Ирина Сурат. «Ключ Ипокрены, или Молоток Некрасова»
Проблема выбора в гражданских стихах Мандельштама начала 1930-х годов

С начала 1930-х годов Осип Эмильевич Мандельштам со всей серьезностью обращается к гражданской лирике – потому что чувствует, что должен, что само время требует этого. На фоне своих «коллег по цеху» он – белая ворона.


«В этот период у О. М. как бы боролось два начала – свободное размышление и гражданский ужас. Я помню, как он говорил А. А., что теперь надо писать только гражданские стихи, давайте посмотрим, кто из нас с этим справится… Но гражданская тема – все-таки кусок черствого хлеба и полностью не могла его удовлетворить. Мне кажется, что она была просто навязана невыносимым временем. Свойственный ему подход – историософский, а не гражданский. Душившее нас время требовало, чтобы он высказал свое отношение к нему» (Н. Я, Мандельштам)

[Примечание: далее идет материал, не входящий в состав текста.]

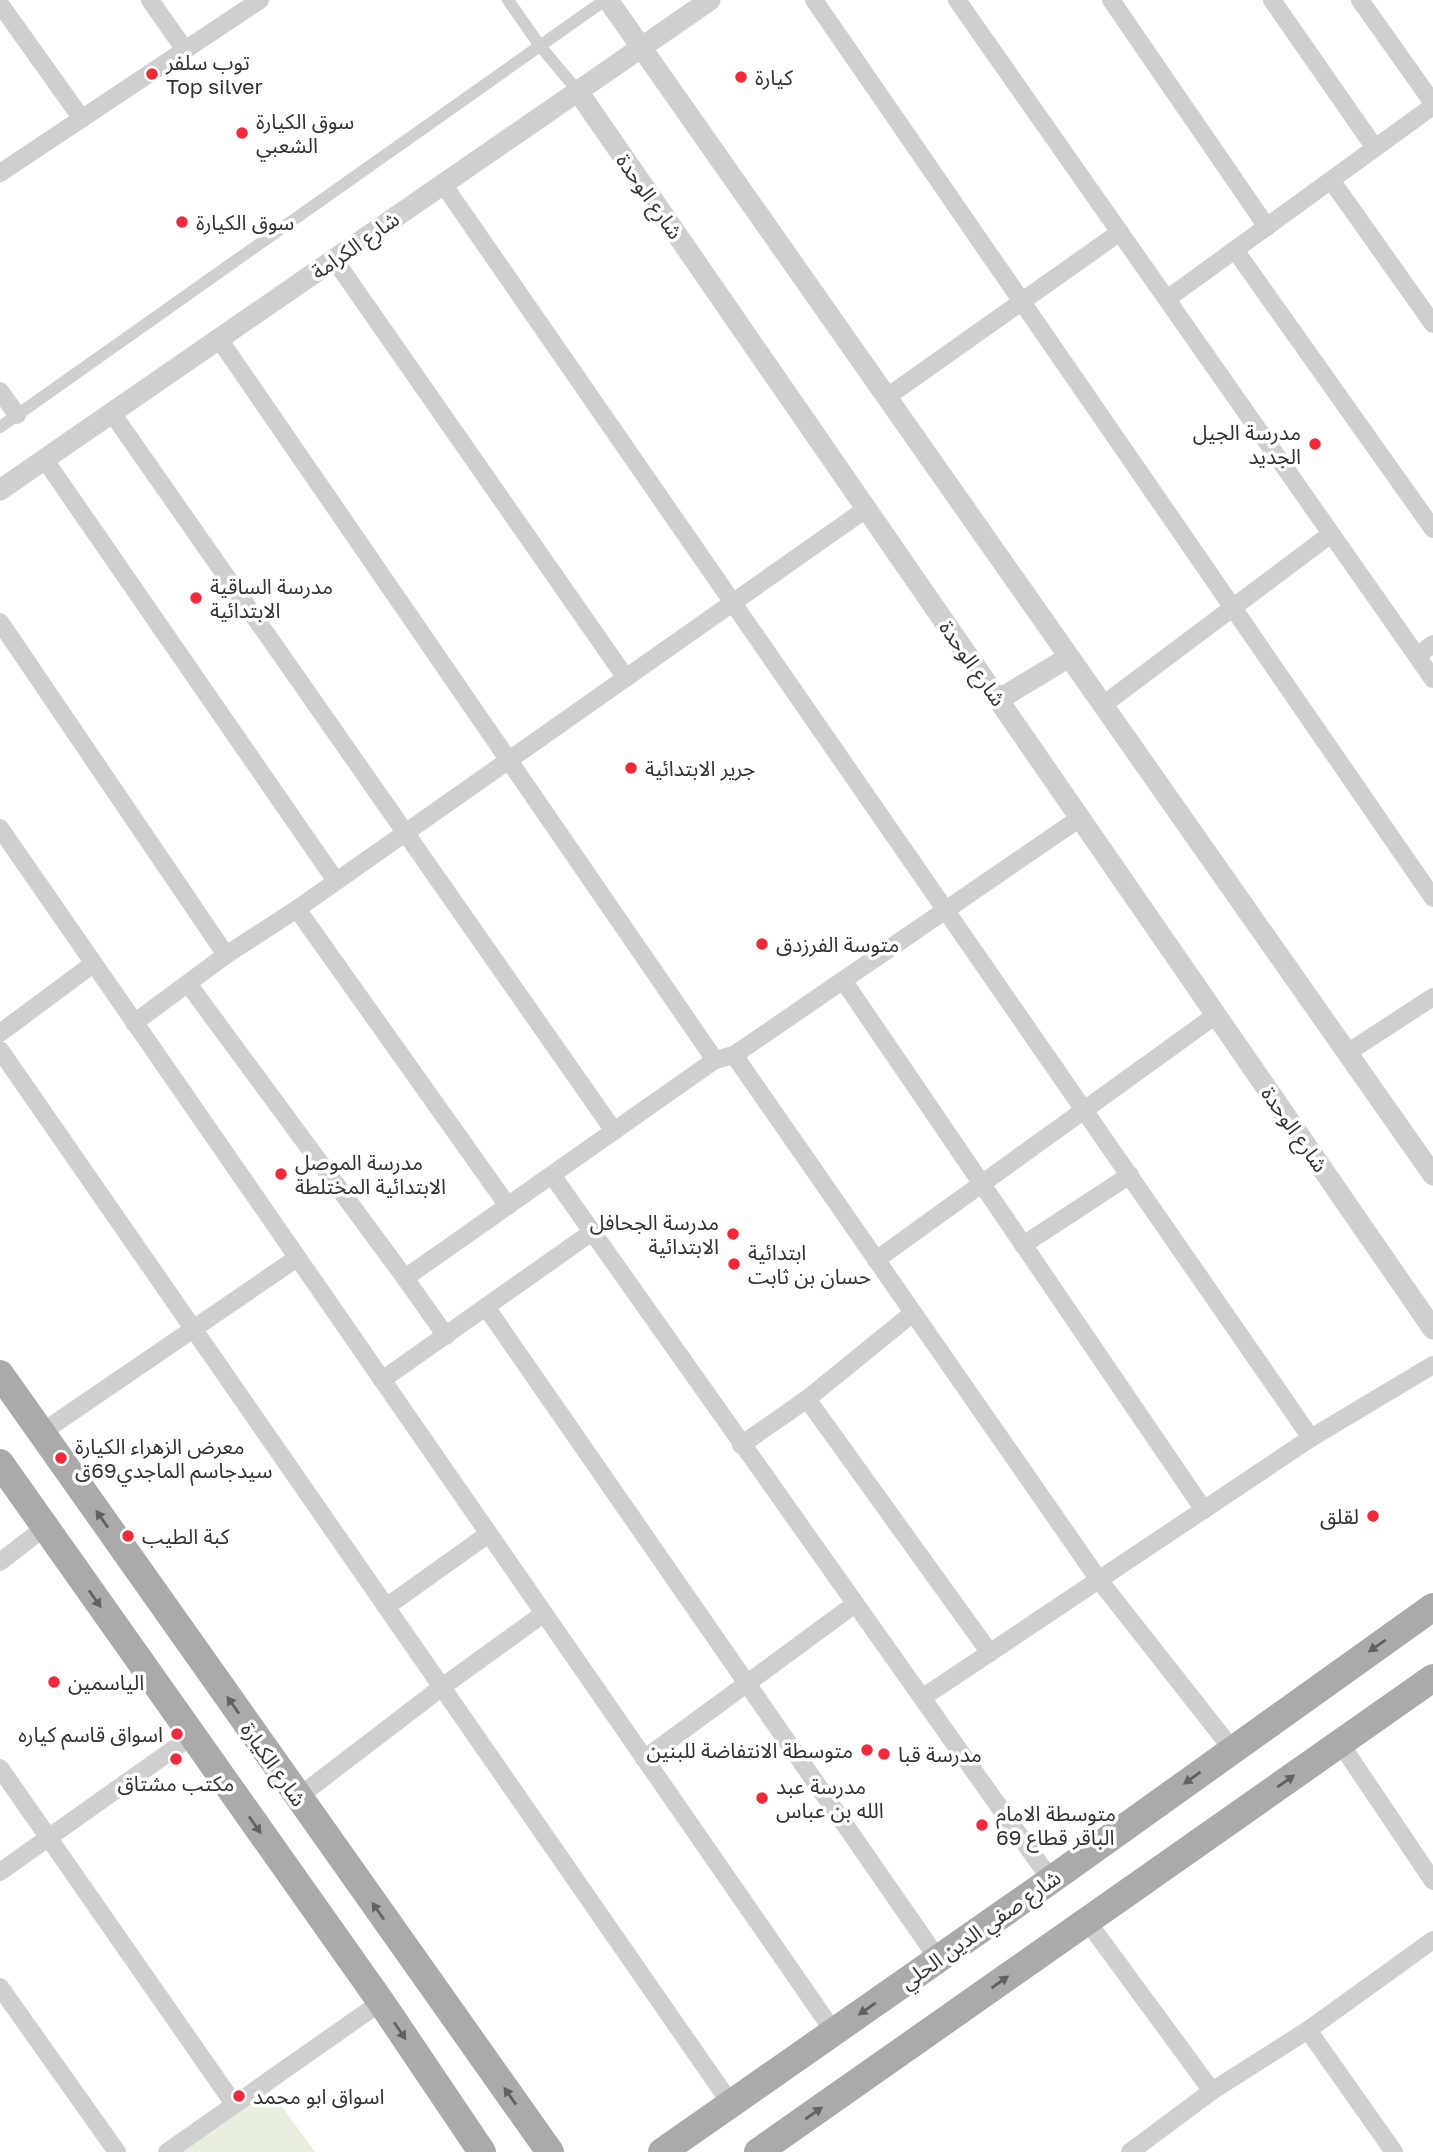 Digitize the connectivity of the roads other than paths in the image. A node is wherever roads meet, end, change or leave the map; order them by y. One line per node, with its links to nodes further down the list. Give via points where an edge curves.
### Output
1 (150, 0): 14 (street)
2 (260, 0): 14 (street)
3 (508, 0): 12 (street, شارع الوحدة)
4 (607, 0): 12 (street); 13 (street)
5 (710, 0): 13 (street, شارع الكرامة)
6 (814, 0): 27 (street)
7 (957, 0): 23 (street)
8 (1111, 0): 22 (street)
9 (1272, 0): 18 (street)
10 (1360, 0): 16 (street)
11 (0, 4): 17 (street)
12 (540, 46): 15 (street, شارع الوحدة); 33 (street)
13 (642, 49): 15 (street, شارع الكرامة); 31 (street)
14 (185, 50): 17 (street)
15 (577, 90): 21 (street, شارع الكرامة); 37 (street, شارع الوحدة)
16 (1433, 105): 18 (street)
17 (82, 119): 19 (street)
18 (1375, 148): 20 (street)
19 (0, 173)
20 (1331, 180): 22 (street); 28 (street)
21 (443, 184): 25 (street, شارع الكرامة); 40 (street)
22 (1267, 227): 24 (street)
23 (1120, 232): 26 (street); 27 (street)
24 (1235, 250): 26 (street); 38 (street)
25 (334, 259): 29 (street, شارع الكرامة); 46 (street)
26 (1167, 299): 39 (street)
27 (1021, 302): 31 (street); 41 (street)
28 (1433, 324)
29 (219, 339): 32 (street, شارع الكرامة); 50 (street)
30 (0, 391): 33 (street)
31 (887, 397): 45 (street)
32 (112, 413): 35 (street, شارع الكرامة); 53 (street)
33 (17, 415): 34 (street)
34 (0, 427)
35 (45, 460): 36 (street, شارع الكرامة); 55 (street)
36 (0, 490)
37 (866, 509): 40 (street); 48 (street, شارع الوحدة)
38 (1433, 529)
39 (1331, 534): 41 (street); 44 (street)
40 (733, 603): 46 (street); 58 (street)
41 (1232, 608): 49 (street); 54 (street)
42 (0, 622): 59 (street)
43 (1433, 644): 44 (street)
44 (1417, 656): 47 (street)
45 (1069, 657): 48 (street); 49 (street)
46 (626, 678): 50 (street)
47 (1433, 679)
48 (998, 700): 51 (street, شارع الوحدة)
49 (1103, 705): 68 (street)
50 (509, 760): 53 (street); 70 (street)
51 (1080, 818): 58 (street); 64 (street, شارع الوحدة)
52 (0, 828): 60 (street)
53 (405, 833): 55 (street); 72 (street)
54 (1426, 872): 56 (street)
55 (336, 881): 57 (street)
56 (1433, 898)
57 (297, 909): 59 (street); 77 (street)
58 (946, 911): 61 (street); 71 (street)
59 (226, 955): 62 (street)
60 (93, 964): 65 (street); 66 (street)
61 (843, 981): 69 (street); 76 (street)
62 (189, 985): 65 (street); 82 (street)
63 (1433, 997): 68 (street)
64 (1216, 1015): 71 (street); 86 (street, شارع الوحدة)
65 (134, 1023): 80 (street)
66 (0, 1033)
67 (0, 1050): 85 (street)
68 (1347, 1053): 75 (street)
69 (734, 1055): 70 (street); 81 (street)
70 (715, 1060): 72 (street)
71 (1084, 1110): 74 (street); 76 (street)
72 (614, 1131): 73 (street)
73 (551, 1175): 77 (street); 78 (street)
74 (1129, 1175): 79 (street); 94 (street)
75 (1433, 1175)
76 (982, 1184): 79 (street); 81 (street)
77 (508, 1206): 82 (street)
78 (592, 1232): 83 (street); 95 (street)
79 (1023, 1245): 97 (street)
80 (297, 1258): 85 (street); 90 (street)
81 (876, 1260): 84 (street)
82 (405, 1278): 87 (street)
83 (486, 1307): 87 (street); 108 (street)
84 (913, 1313): 91 (street); 101 (street)
85 (193, 1329): 93 (street); 103 (street)
86 (1433, 1329)
87 (446, 1336): 90 (street)
88 (1433, 1365): 94 (street)
89 (0, 1374): 92 (main road, شارع الكيارة)
90 (382, 1380): 99 (street)
91 (807, 1399): 95 (street); 106 (street)
92 (8, 1403): 93 (main road, شارع الكيارة)
93 (41, 1433): 116 (main road, شارع الكيارة, one-way to 93)
94 (1311, 1438): 97 (street)
95 (741, 1445): 102 (street)
96 (0, 1463): 98 (main road)
97 (1204, 1510): 101 (street)
98 (44, 1528): 100 (street); 111 (main road, one-way to 111)
99 (487, 1535): 103 (street); 105 (street)
100 (0, 1562)
101 (1099, 1580): 106 (street); 113 (street)
102 (855, 1604): 108 (street); 110 (street)
103 (386, 1606): 109 (street)
104 (1433, 1606): 113 (main road, شارع صفي الدين الحلي, one-way to 113)
105 (544, 1614): 109 (street); 114 (street)
106 (990, 1653): 110 (street)
107 (1433, 1678): 112 (main road)
108 (747, 1683): 114 (street); 123 (street)
109 (442, 1688): 116 (street); 130 (street)
110 (922, 1698): 119 (street)
111 (192, 1736): 117 (street); 125 (main road, one-way to 125)
112 (1340, 1743): 120 (street); 121 (main road, one-way to 112)
113 (1232, 1749): 119 (main road, شارع صفي الدين الحلي, one-way to 119)
114 (644, 1759): 127 (street)
115 (0, 1768): 117 (street)
116 (297, 1798): 134 (main road, شارع الكيارة, one-way to 116)
117 (48, 1838): 118 (street); 129 (street)
118 (0, 1872)
119 (1051, 1880): 123 (main road, شارع صفي الدين الحلي)
120 (1433, 1881)
121 (1087, 1921): 128 (street); 136 (main road, one-way to 121)
122 (1433, 1940): 126 (street)
123 (938, 1959): 127 (main road, شارع صفي الدين الحلي, one-way to 127)
124 (0, 1987): 131 (street)
125 (381, 2003): 129 (street); 133 (main road, one-way to 133)
126 (1308, 2030): 128 (street); 138 (street)
127 (834, 2032): 130 (main road, شارع صفي الدين الحلي)
128 (1212, 2091): 137 (street)
129 (234, 2104): 132 (street)
130 (731, 2104): 135 (main road, شارع صفي الدين الحلي)
131 (117, 2152)
132 (167, 2152)
133 (482, 2152)
134 (550, 2152)
135 (662, 2152)
136 (758, 2152)
137 (1130, 2152)
138 (1394, 2152) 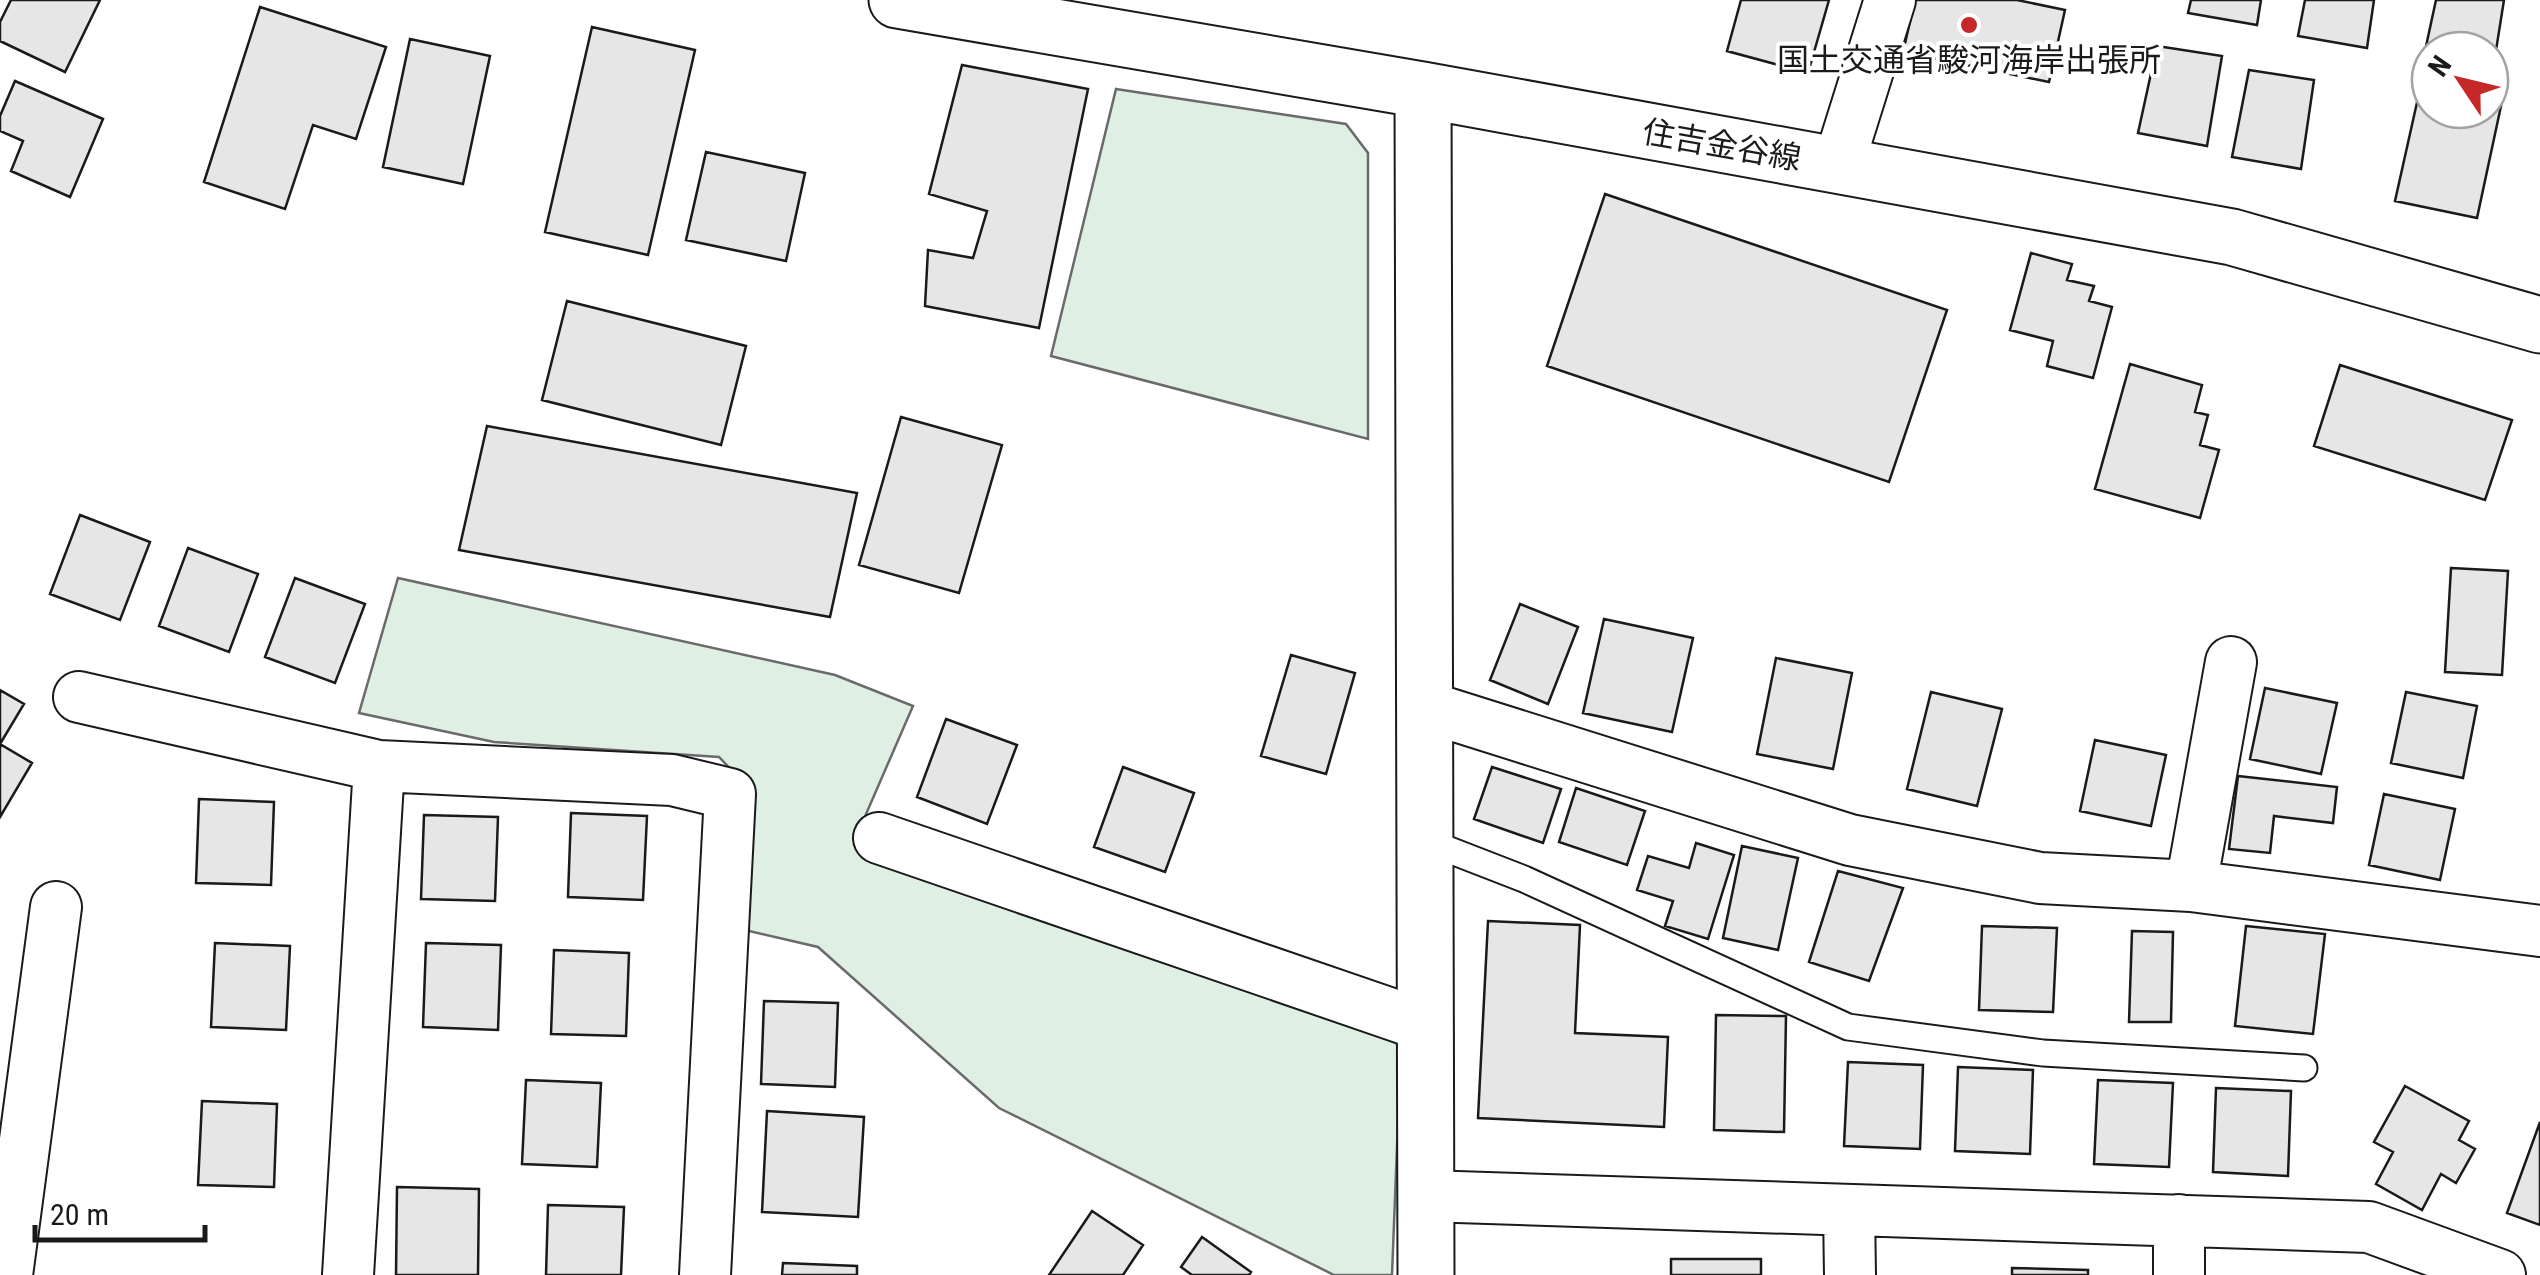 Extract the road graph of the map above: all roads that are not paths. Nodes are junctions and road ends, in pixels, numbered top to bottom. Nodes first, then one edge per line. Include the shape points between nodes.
1 (897, 0) edge
2 (1890, 0) edge
3 (1424, 90) junction
4 (1838, 166) junction
5 (2540, 325) edge
6 (2231, 662) dead end
7 (79, 697) dead end
8 (1424, 706) junction
9 (379, 766) junction
10 (879, 838) dead end
11 (1426, 841) junction
12 (2191, 886) junction
13 (56, 907) dead end
14 (2540, 931) edge
15 (1426, 1026) junction
16 (2304, 1068) dead end
17 (1426, 1196) junction
18 (1849, 1210) junction
19 (2179, 1220) junction
20 (7, 1275) edge
21 (348, 1275) edge
22 (705, 1275) edge
23 (1426, 1275) edge
24 (1850, 1275) edge
25 (2179, 1275) edge
26 (2500, 1275) edge

1 - 3 main road, 住吉金谷線
2 - 4 street
3 - 4 main road, 住吉金谷線
3 - 8 main road
4 - 5 main road, 住吉金谷線 via 2232,237
6 - 12 street
7 - 9 street
8 - 11 main road
8 - 12 street via 1850,840 2040,878
9 - 21 street
9 - 22 street via 672,780 730,794
10 - 15 street
11 - 15 main road
11 - 16 lane via 1848,1027 2043,1053
12 - 14 street
13 - 20 street
15 - 17 main road
17 - 18 street
17 - 23 main road
18 - 19 street
18 - 24 street
19 - 25 street
19 - 26 street via 2370,1227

В 1912 году, напомним, он писал об эпохах, которые требуют принести в жертву сегодняшнему дню «прелесть и сущность поэзии», и вот в какой-то момент он видит, узнает такую эпоху в чертах окружающей его советской реальности и приносит свою жертву.


РЕЦЕНЗИИ.  ОБЗОРЫ

Александр Чанцев. «Гимн полыни»
Рецензия на книгу Василия Авченко «Красное небо. Невыдуманные истории о земле, огне и человеке летающем»

Книга посвящена летчику Льву Колесникову, его семье, роду, а через взгляд на истории людей – и эпохе, в которую жил этот человек. Через судьбу конкретной личности показано многое – вплоть до истории российской авиации, причем с огромной любовью и знанием. Читатель узнает много нового, малоизвестного – и о самом времени, и о корейской войне, и об отношениях Советского Союза и США, и даже о космонавтах – пусть не первых, но также сыгравших немалую роль в судьбе человечества. Так и понимаешь в очередной раз, что нет случайных людей и событий, из каждого строится эпоха, история, вселенная.


Б И Б Л И О Г Р А Ф И Ч Е С К И Е   Л И С Т К И

Книги

Аннотируются новые книжные издания:

Валерий Золотухин «Голос и воск. Звучащая художественная речь в России в 1900 – 1930-е годы: поэзия, звукозапись, перформанс»;

«Именем любви. Английские поэты-кавалеры XVII века» в переводе и с комментариями Марины Бородицкой;

Александр Скалдин «Странствия и приключения Никодима Старшего» (роман, который «необычен, загадочен, фантасмагоричен» и неоднозначно воспринят как в прошедшем столетии, так и в нашем).



Периодика

Андрей Василевский по традиции обозревает интересные и актуальные материалы, вышедшие в печатных и онлайн-изданиях: «Дружба народов», «Горький», «Российская газета», «Год литературы», «Знамя», «Коммерсантъ Weekend», «Фома», «Нева», «Arzamas», «Достоевский и мировая культура», «Сибирские огни», «Урал», «Формаслов», «Литературная газета», «Нож», «НГ Ex Libris», «Звезда», «Царьград – Санкт-Петербург», «Литературный факт».

Например:

«Действующий поэт может быть необъективным». Интервью с поэтом Иваном Ахметьевым. Текст: Михаил Сапрыкин. – «Горький», 2024, 12 марта.

Говорит Иван Ахметьев: «В старших классах у меня была толстая тетрадь, в которую я записывал интересные и малодоступные стихи Серебряного века, например Гумилева. В наследство от папы у меня осталась одна замечательная книжка – “Восемьдесят восемь современных стихотворений, избранных Зинаидой Гиппиус”. Она вышла в 1917 году, это замечательная небольшая антология, в которой были не только привычные, но и непривычные авторы тоже. Еще я читал некоторых советских поэтов: мне нравились какие-то вещи у Винокурова. Переводную поэзию тоже читал и таким образом, по-моему, познакомился с верлибром».